§ **DATA PROVIDED**
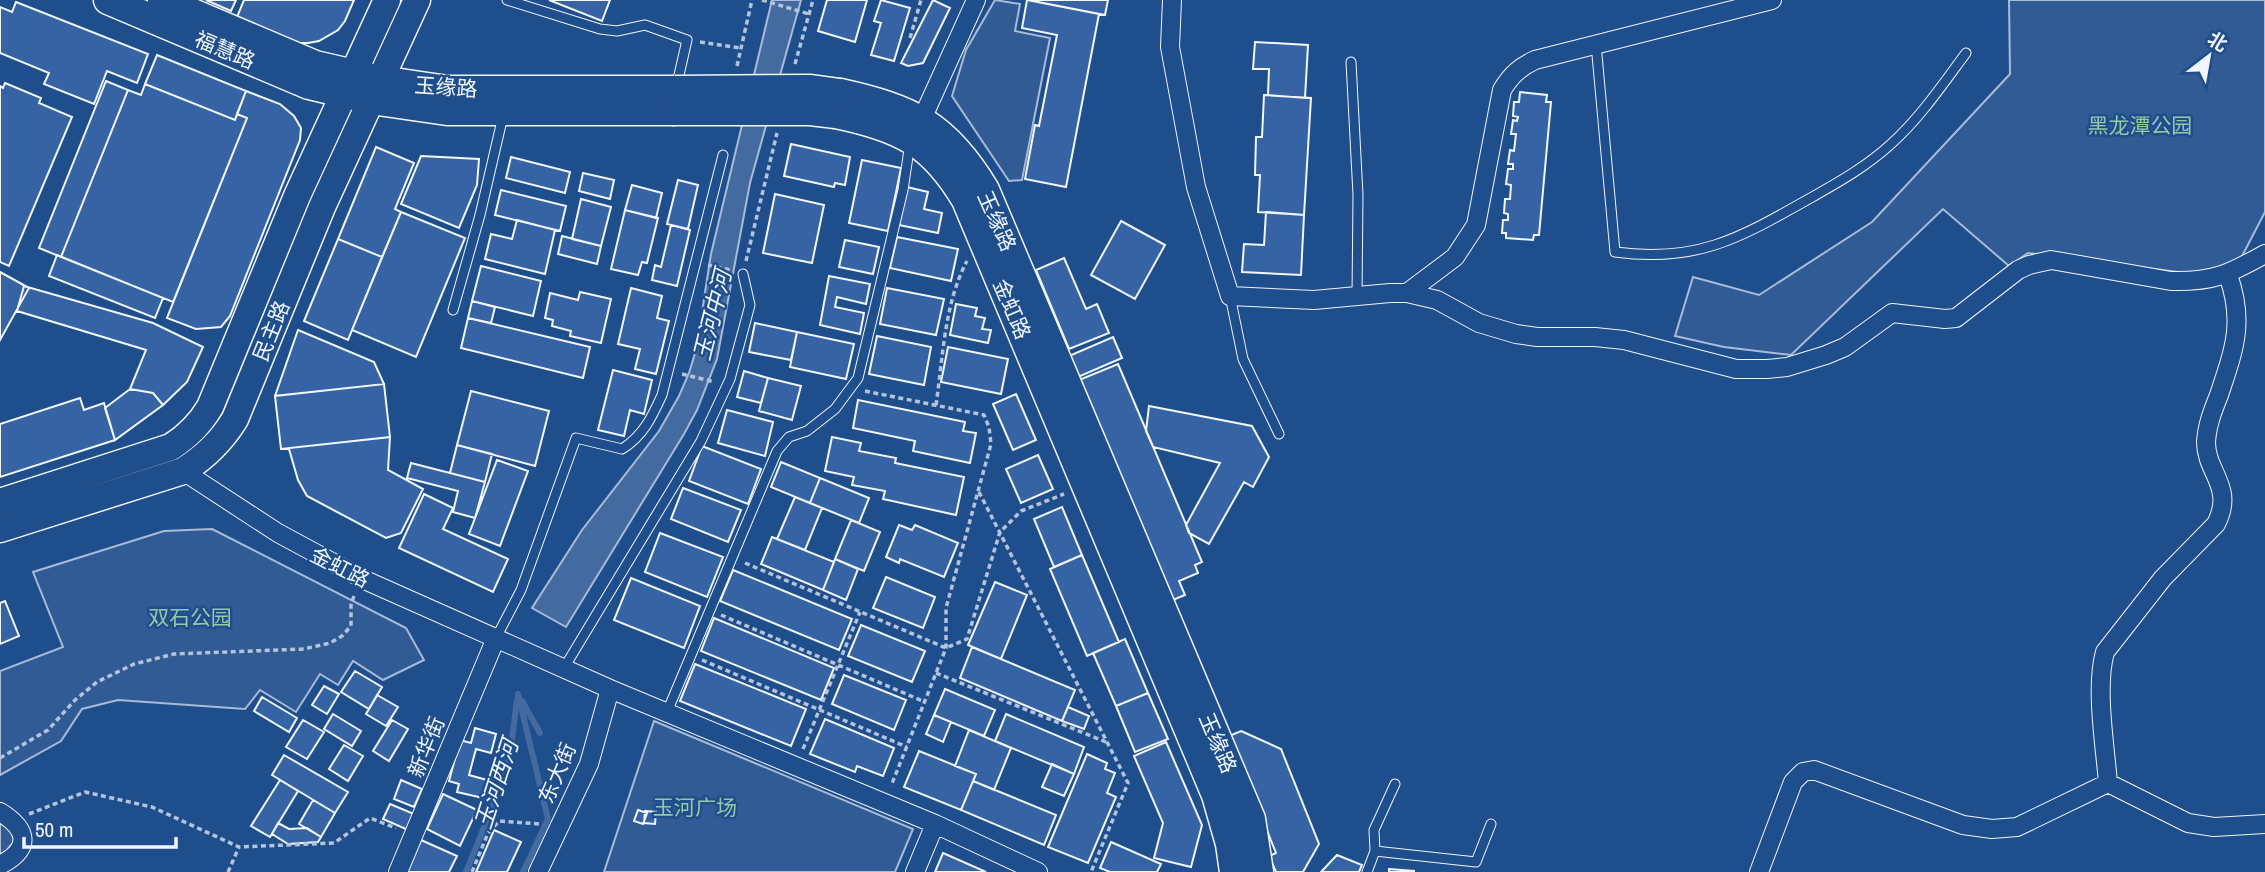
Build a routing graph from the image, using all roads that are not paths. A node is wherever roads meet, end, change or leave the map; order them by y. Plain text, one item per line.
1 (108, 0) edge
2 (162, 0) edge
3 (387, 0) edge
4 (417, 0) edge
5 (507, 0) edge
6 (976, 0) edge
7 (1172, 0) edge
8 (1772, 0) edge
9 (1596, 44) junction
10 (1966, 53) dead end
11 (1351, 62) dead end
12 (348, 85) junction
13 (375, 90) junction
14 (673, 100) junction
15 (504, 111) junction
16 (916, 128) junction
17 (723, 155) dead end
18 (2265, 254) edge
19 (741, 273) road end
20 (2228, 275) junction
21 (1407, 293) junction
22 (1230, 296) junction
23 (1357, 296) junction
24 (453, 310) dead end
25 (1279, 434) dead end
26 (183, 471) junction
27 (0, 502) edge
28 (0, 529) edge
29 (501, 641) junction
30 (561, 667) junction
31 (610, 689) junction
32 (667, 712) junction
33 (1395, 783) dead end
34 (2108, 783) junction
35 (7, 816) edge
36 (935, 824) junction
37 (1491, 824) dead end
38 (2265, 824) edge
39 (1375, 851) junction
40 (0, 865) edge
41 (398, 872) edge
42 (538, 872) edge
43 (915, 872) edge
44 (1038, 872) edge
45 (1234, 872) edge
46 (1259, 872) edge
47 (1367, 872) edge
48 (1759, 872) edge

1 - 12 main road, 福慧路
2 - 12 main road, 福慧路
3 - 12 main road, 民主路
4 - 13 main road, 民主路
5 - 14 lane
6 - 16 street
7 - 22 street
8 - 9 street
9 - 10 lane
9 - 21 street
11 - 23 lane
12 - 13 main road, 金虹路
12 - 27 main road, 民主路
13 - 14 main road, 玉缘路
13 - 15 main road, 金虹路
13 - 26 main road, 民主路
14 - 15 main road, 金虹路
14 - 16 main road, 金虹路, bridge
15 - 24 lane
16 - 32 lane
16 - 45 main road, 金虹路
16 - 46 main road, 玉缘路
17 - 29 lane
18 - 20 street
19 - 30 lane
20 - 21 street
20 - 34 street
21 - 23 street
22 - 23 street
22 - 25 lane
26 - 28 main road, 民主路
26 - 29 street, 金虹路
29 - 30 street, 金虹路
29 - 41 street, 新华街
30 - 31 street
31 - 32 street
31 - 42 street, 东大街
32 - 36 street
33 - 39 lane
34 - 38 street
34 - 48 street
35 - 40 street
36 - 43 street
36 - 44 street
37 - 39 lane
39 - 47 lane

§ **WHAT IS NEEDED**
Print the listing exactly, but skip its pictures.

§ **TASK OUTPUT**
Build a routing graph from the image, using all roads that are not paths. A node is wherever roads meet, end, change or leave the map; order them by y. Plain text, one item per line.
1 (108, 0) edge
2 (162, 0) edge
3 (387, 0) edge
4 (417, 0) edge
5 (507, 0) edge
6 (976, 0) edge
7 (1172, 0) edge
8 (1772, 0) edge
9 (1596, 44) junction
10 (1966, 53) dead end
11 (1351, 62) dead end
12 (348, 85) junction
13 (375, 90) junction
14 (673, 100) junction
15 (504, 111) junction
16 (916, 128) junction
17 (723, 155) dead end
18 (2265, 254) edge
19 (741, 273) road end
20 (2228, 275) junction
21 (1407, 293) junction
22 (1230, 296) junction
23 (1357, 296) junction
24 (453, 310) dead end
25 (1279, 434) dead end
26 (183, 471) junction
27 (0, 502) edge
28 (0, 529) edge
29 (501, 641) junction
30 (561, 667) junction
31 (610, 689) junction
32 (667, 712) junction
33 (1395, 783) dead end
34 (2108, 783) junction
35 (7, 816) edge
36 (935, 824) junction
37 (1491, 824) dead end
38 (2265, 824) edge
39 (1375, 851) junction
40 (0, 865) edge
41 (398, 872) edge
42 (538, 872) edge
43 (915, 872) edge
44 (1038, 872) edge
45 (1234, 872) edge
46 (1259, 872) edge
47 (1367, 872) edge
48 (1759, 872) edge

1 - 12 main road, 福慧路
2 - 12 main road, 福慧路
3 - 12 main road, 民主路
4 - 13 main road, 民主路
5 - 14 lane
6 - 16 street
7 - 22 street
8 - 9 street
9 - 10 lane
9 - 21 street
11 - 23 lane
12 - 13 main road, 金虹路
12 - 27 main road, 民主路
13 - 14 main road, 玉缘路
13 - 15 main road, 金虹路
13 - 26 main road, 民主路
14 - 15 main road, 金虹路
14 - 16 main road, 金虹路, bridge
15 - 24 lane
16 - 32 lane
16 - 45 main road, 金虹路
16 - 46 main road, 玉缘路
17 - 29 lane
18 - 20 street
19 - 30 lane
20 - 21 street
20 - 34 street
21 - 23 street
22 - 23 street
22 - 25 lane
26 - 28 main road, 民主路
26 - 29 street, 金虹路
29 - 30 street, 金虹路
29 - 41 street, 新华街
30 - 31 street
31 - 32 street
31 - 42 street, 东大街
32 - 36 street
33 - 39 lane
34 - 38 street
34 - 48 street
35 - 40 street
36 - 43 street
36 - 44 street
37 - 39 lane
39 - 47 lane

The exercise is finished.